◆ **Required work**: Keep only the lines of the data below that contain "every", and copy them.

◆ **Data in this exercise**:
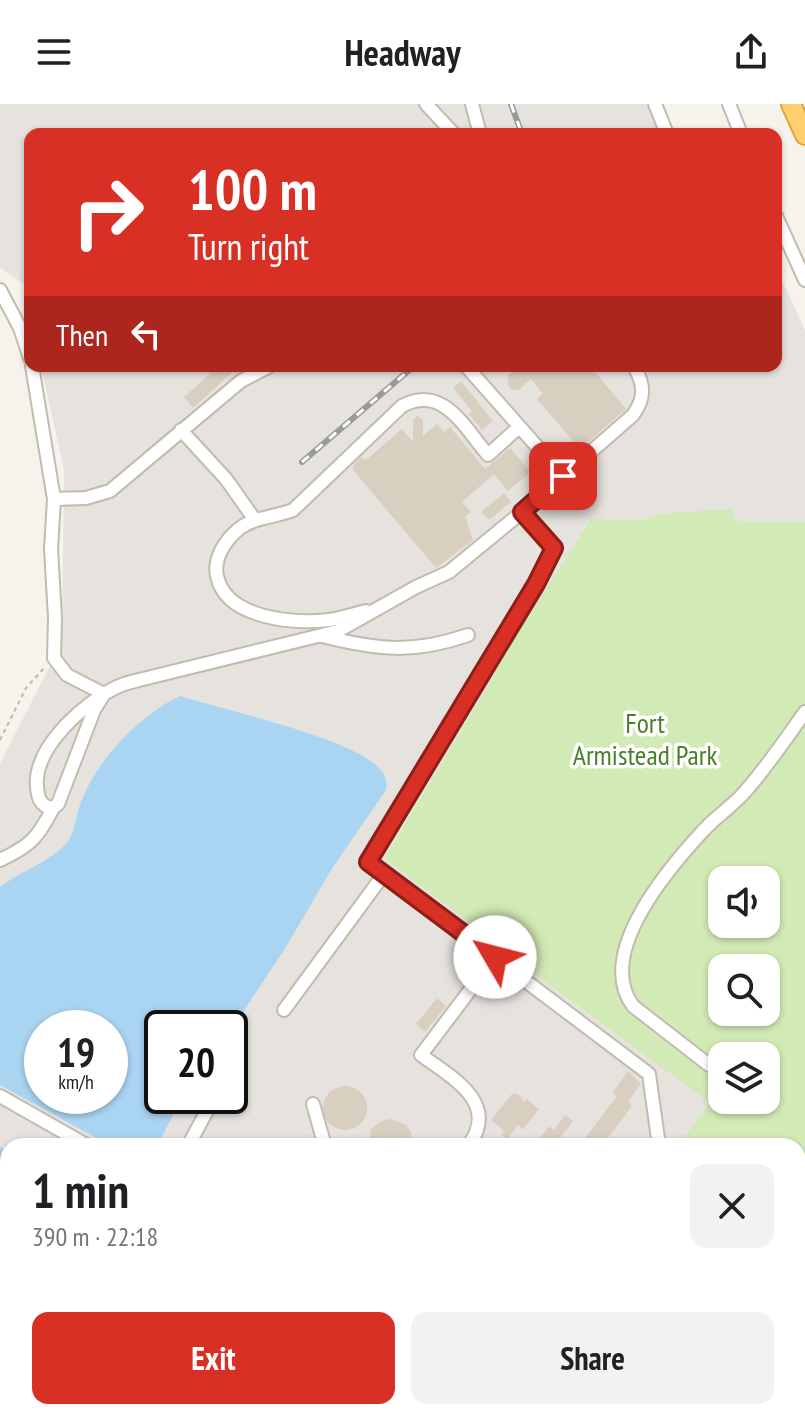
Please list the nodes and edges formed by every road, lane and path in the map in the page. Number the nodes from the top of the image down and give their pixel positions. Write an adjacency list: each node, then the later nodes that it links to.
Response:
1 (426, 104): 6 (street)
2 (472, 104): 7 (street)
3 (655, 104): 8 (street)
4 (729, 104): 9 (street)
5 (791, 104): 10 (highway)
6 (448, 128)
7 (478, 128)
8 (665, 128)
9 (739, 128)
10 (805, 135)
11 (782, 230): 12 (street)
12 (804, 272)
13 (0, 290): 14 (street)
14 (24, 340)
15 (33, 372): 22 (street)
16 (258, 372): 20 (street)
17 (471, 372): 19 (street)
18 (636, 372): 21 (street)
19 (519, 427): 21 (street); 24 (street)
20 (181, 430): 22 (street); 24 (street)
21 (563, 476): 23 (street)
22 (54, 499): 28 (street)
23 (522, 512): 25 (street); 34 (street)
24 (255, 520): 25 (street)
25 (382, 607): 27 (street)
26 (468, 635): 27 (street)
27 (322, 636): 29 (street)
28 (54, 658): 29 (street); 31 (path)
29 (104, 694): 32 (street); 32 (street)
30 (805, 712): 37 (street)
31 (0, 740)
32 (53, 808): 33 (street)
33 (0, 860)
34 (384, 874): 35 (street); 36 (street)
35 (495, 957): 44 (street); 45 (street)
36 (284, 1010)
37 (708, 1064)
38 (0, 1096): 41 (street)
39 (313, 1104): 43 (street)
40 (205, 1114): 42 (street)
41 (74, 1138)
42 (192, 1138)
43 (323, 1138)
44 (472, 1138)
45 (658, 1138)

* * *

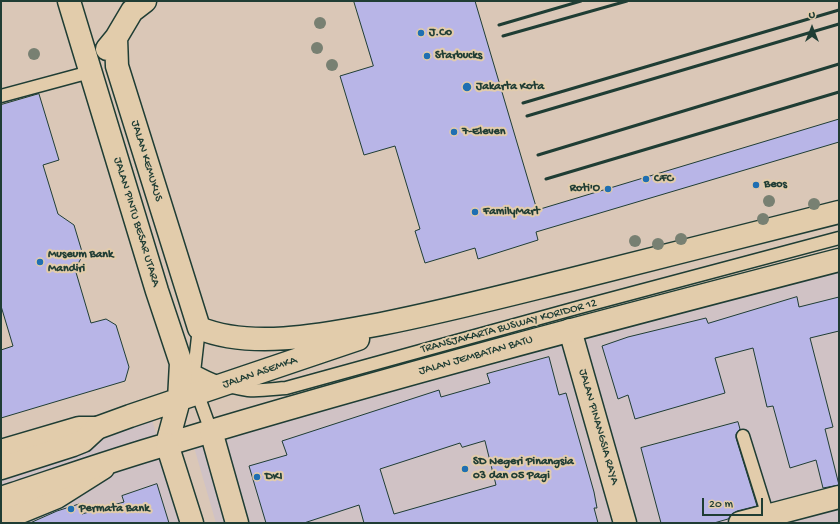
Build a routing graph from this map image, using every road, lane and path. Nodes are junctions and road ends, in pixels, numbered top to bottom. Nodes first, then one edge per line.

◆ **Solved problem**:
Please list the nodes and edges formed by every road, lane and path in the map in the page. Number the nodes from the top of the image down and give their pixel positions. Write an adjacency list: each node, then the later nodes that it links to.
Build a routing graph from this map image, using every road, lane and path. Nodes are junctions and road ends, in pixels, numbered top to bottom. Nodes first, then one edge per line.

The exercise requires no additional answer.